Fibrosis is a life-threatening disorder caused by excessive formation of connective tissue that can affect several critical organs. Innate immune cells are involved in the development of various disorders, including lung fibrosis. To date, several hematopoietic cell types have been implicated in fibrosis, including pro-fibrotic monocytes like fibrocytes and segregated-nucleus-containing atypical monocytes (SatMs), but the precise cellular and molecular mechanisms underlying its development remain unclear. Repetitive injury and subsequent cell death response are triggering events for lung fibrosis development. Crosstalk between lung structured and non-structured cells is known to regulate the key molecular event. We recently reported that RNA-binding motif protein 7 (RBM7) expression is highly upregulated in the fibrotic lung and plays fundamental roles in fibrosis development. RBM7 regulates nuclear degradation of NEAT1 non-coding RNA, resulting in sustained apoptosis in the lung epithelium and fibrosis. Apoptotic epithelial cells produce CXCL12, which leads to the recruitment of pro-fibrotic monocytes. Apoptosis is also the main source of autoantigens.
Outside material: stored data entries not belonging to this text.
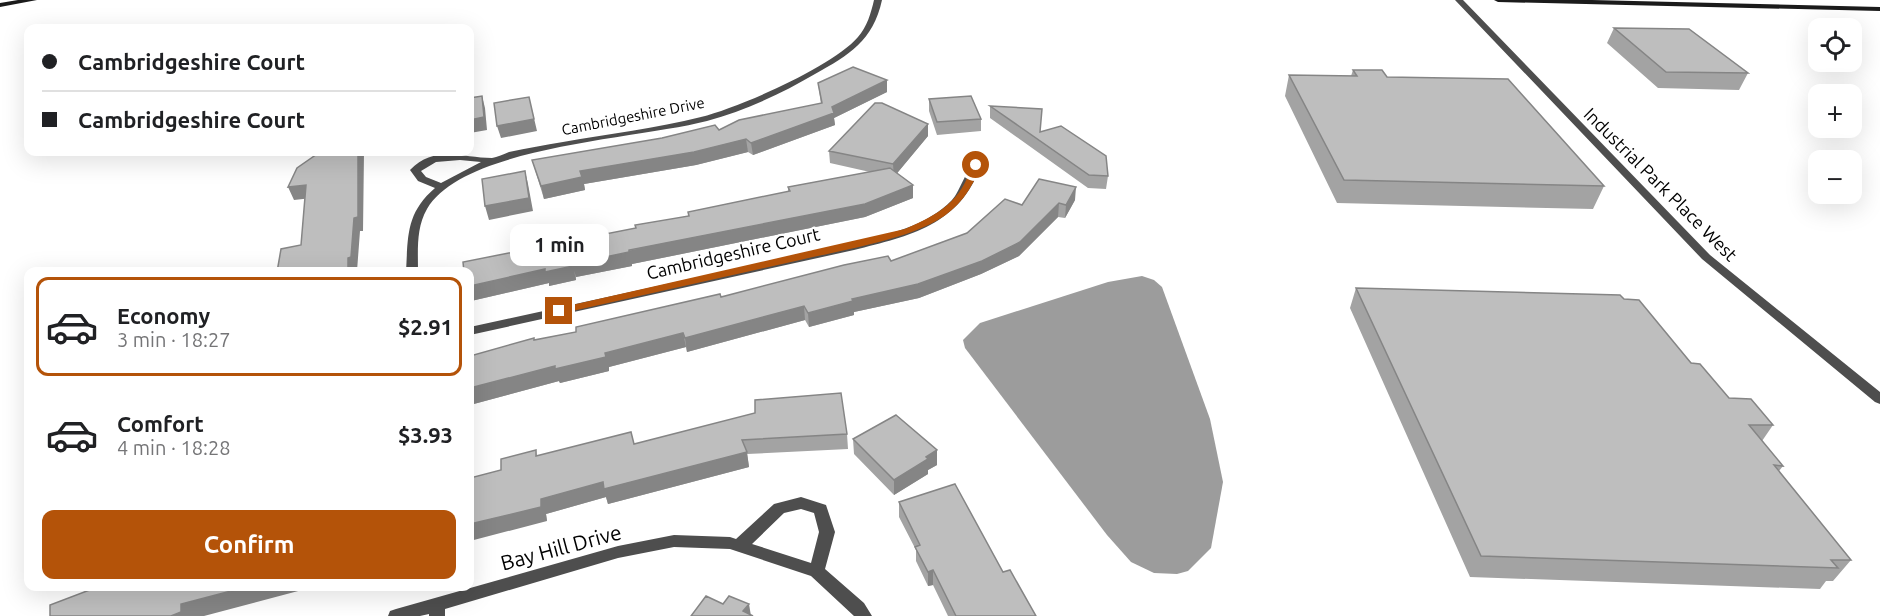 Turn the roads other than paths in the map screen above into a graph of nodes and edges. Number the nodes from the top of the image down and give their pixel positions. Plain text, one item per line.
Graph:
1 (33, 0) edge
2 (878, 0) edge
3 (1459, 0) edge
4 (1498, 0) edge
5 (0, 5) edge
6 (1880, 9) edge
7 (495, 160) junction
8 (976, 165) dead end
9 (442, 187) junction
10 (412, 267) edge
11 (474, 330) edge
12 (1880, 399) edge
13 (739, 546) junction
14 (817, 571) junction
15 (437, 610) edge
16 (396, 616) edge
17 (864, 616) edge

1 - 5 street
2 - 7 street, Cambridgeshire Drive
3 - 12 street, Industrial Park Place West
4 - 6 street
7 - 9 street, Cambridgeshire Drive
7 - 9 street, Cambridgeshire Drive
8 - 11 street, Cambridgeshire Court
9 - 10 street, Cambridgeshire Drive
13 - 14 street, Bay Hill Drive
13 - 14 street
13 - 15 street, Bay Hill Drive
14 - 17 street, Bay Hill Drive
15 - 16 street, Bay Hill Drive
Recent studies have revealed important functions for natural autoantibodies that react with specific sets of self-antigens and are unique to individual diseases. Here, we review recent insights into lung fibrosis development in association with crosstalk between structured cells like lung epithelial cells and non-structured cells like migrating immune cells, and discuss their relevance to acquired immunity through natural autoantibody production.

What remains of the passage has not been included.